A new set of measurements has allowed a Florida State University geochemist to confirm what other scientists have only suspected about what lies deep below the Earth’s surface.



Professor Munir Humayun has found that there is a higher iron content in the Earth’s mantle beneath Hawaii compared to other regions of the mantle. Hotspot islands, such as Hawaii, arise from hot plumes of solid rock from deep within the mantle or the core-mantle boundary that ascend at rates of a few centimeters per year.

While seismologists had long thought that the Earth’s deep mantle - the rocky layer between 1,000 to 3,000 kilometers deep - beneath the Hawaiian islands has a higher concentration of iron, no one had ever precisely measured it until now, according to Humayun. Iron is one of the four main components of the mantle. "This is a major intellectual advance for science," Humayun said. "The fact that scientists can stand on the Earth’s surface and tell you what’s going on 3,000 kilometers below is a real breakthrough."

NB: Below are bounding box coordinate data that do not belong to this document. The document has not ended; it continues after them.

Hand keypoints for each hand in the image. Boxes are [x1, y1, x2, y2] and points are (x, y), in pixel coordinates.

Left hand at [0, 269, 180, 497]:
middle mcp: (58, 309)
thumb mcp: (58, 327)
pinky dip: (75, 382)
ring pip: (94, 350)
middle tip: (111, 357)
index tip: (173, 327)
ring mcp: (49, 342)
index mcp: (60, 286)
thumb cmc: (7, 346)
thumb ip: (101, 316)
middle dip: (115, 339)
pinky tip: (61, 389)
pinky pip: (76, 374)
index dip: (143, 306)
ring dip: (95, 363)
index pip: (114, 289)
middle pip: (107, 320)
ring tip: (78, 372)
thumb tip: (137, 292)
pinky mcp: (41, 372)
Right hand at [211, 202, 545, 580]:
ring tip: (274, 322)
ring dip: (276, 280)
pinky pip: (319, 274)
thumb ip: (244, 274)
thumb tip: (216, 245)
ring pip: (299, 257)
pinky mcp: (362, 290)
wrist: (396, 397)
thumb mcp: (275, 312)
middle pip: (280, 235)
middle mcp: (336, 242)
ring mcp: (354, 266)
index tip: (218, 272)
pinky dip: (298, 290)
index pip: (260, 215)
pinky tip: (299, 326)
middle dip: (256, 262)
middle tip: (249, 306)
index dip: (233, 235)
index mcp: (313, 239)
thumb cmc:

Humayun of the National High Magnetic Field Laboratory and geological sciences department at FSU, Liping Qin of the University of Chicago and Marc Norman of Australian National University found that lavas from Hawaii were about 10 percent higher in iron relative to manganese and other elements compared to rocks from other volcanic regions, particularly the volcanic mountains along the mid-oceanic ridges that form the division between the Earth’s tectonic plates. Their findings are published in the Oct. 1 issue of the journal Science. "The 10 percent was the number seismologists were looking for," Humayun said. "They were right, and we are the first to confirm it."

The findings show that iron is higher in the deep mantle, compared with the upper mantle above about 1,000 kilometers. Humayun theorizes that the excess iron was introduced into the mantle by chemical reactions between rock and liquid metal at the boundary between the Earth’s core and mantle.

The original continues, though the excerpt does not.